Data for review
================================
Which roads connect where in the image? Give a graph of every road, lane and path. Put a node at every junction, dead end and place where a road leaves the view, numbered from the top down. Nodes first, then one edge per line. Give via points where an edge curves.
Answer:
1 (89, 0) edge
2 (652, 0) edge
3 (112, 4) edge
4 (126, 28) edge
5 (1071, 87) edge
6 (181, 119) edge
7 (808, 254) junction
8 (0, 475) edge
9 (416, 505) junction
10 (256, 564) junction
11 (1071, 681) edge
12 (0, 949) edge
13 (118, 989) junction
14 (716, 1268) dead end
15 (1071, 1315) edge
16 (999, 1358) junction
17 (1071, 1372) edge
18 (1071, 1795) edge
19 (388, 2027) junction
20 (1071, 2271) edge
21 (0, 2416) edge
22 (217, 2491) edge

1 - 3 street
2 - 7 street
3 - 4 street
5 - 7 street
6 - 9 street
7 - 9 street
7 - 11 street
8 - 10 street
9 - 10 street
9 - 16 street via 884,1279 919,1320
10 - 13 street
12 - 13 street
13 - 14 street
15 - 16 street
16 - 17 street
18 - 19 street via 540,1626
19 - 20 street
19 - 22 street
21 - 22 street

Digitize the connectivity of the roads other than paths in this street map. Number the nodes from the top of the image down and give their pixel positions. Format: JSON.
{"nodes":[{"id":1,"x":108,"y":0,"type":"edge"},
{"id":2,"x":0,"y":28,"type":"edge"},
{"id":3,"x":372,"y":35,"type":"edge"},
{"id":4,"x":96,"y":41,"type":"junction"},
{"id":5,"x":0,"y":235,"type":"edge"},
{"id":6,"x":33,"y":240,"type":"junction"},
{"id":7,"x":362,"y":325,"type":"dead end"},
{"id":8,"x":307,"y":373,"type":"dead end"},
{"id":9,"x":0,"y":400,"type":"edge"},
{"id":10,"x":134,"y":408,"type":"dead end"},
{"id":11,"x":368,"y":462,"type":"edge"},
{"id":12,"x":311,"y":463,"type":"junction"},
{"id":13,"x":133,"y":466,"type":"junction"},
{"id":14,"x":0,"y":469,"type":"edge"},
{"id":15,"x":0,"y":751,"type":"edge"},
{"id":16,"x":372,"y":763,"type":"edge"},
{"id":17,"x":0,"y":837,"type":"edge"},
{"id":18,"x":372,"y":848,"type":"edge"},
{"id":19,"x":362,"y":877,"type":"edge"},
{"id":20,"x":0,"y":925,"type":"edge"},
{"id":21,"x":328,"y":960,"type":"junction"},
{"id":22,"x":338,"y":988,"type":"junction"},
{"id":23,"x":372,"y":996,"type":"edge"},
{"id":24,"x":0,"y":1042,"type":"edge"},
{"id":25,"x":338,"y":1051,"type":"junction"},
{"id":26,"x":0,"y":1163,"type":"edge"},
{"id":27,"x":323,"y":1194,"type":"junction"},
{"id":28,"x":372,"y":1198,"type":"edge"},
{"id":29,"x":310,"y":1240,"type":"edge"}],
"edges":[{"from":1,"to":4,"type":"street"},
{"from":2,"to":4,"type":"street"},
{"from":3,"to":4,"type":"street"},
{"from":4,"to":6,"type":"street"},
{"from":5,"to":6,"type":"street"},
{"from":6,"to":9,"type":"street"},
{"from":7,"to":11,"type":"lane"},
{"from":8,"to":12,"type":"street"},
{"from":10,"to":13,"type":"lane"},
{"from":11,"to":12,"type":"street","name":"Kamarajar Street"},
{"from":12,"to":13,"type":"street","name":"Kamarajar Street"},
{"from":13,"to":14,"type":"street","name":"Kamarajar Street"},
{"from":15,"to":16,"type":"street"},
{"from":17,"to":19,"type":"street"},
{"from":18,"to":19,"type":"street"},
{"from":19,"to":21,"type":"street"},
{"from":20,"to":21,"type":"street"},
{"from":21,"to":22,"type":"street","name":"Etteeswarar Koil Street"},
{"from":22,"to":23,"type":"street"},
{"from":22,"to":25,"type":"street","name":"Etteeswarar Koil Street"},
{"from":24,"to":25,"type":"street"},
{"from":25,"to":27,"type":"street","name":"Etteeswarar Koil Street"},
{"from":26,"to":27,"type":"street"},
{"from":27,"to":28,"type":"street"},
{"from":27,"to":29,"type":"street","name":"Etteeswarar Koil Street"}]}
================================
Assignment
Search the material above for the word "Kamarajar", then copy each line that holds it.

Output of the exercise
{"from":11,"to":12,"type":"street","name":"Kamarajar Street"},
{"from":12,"to":13,"type":"street","name":"Kamarajar Street"},
{"from":13,"to":14,"type":"street","name":"Kamarajar Street"},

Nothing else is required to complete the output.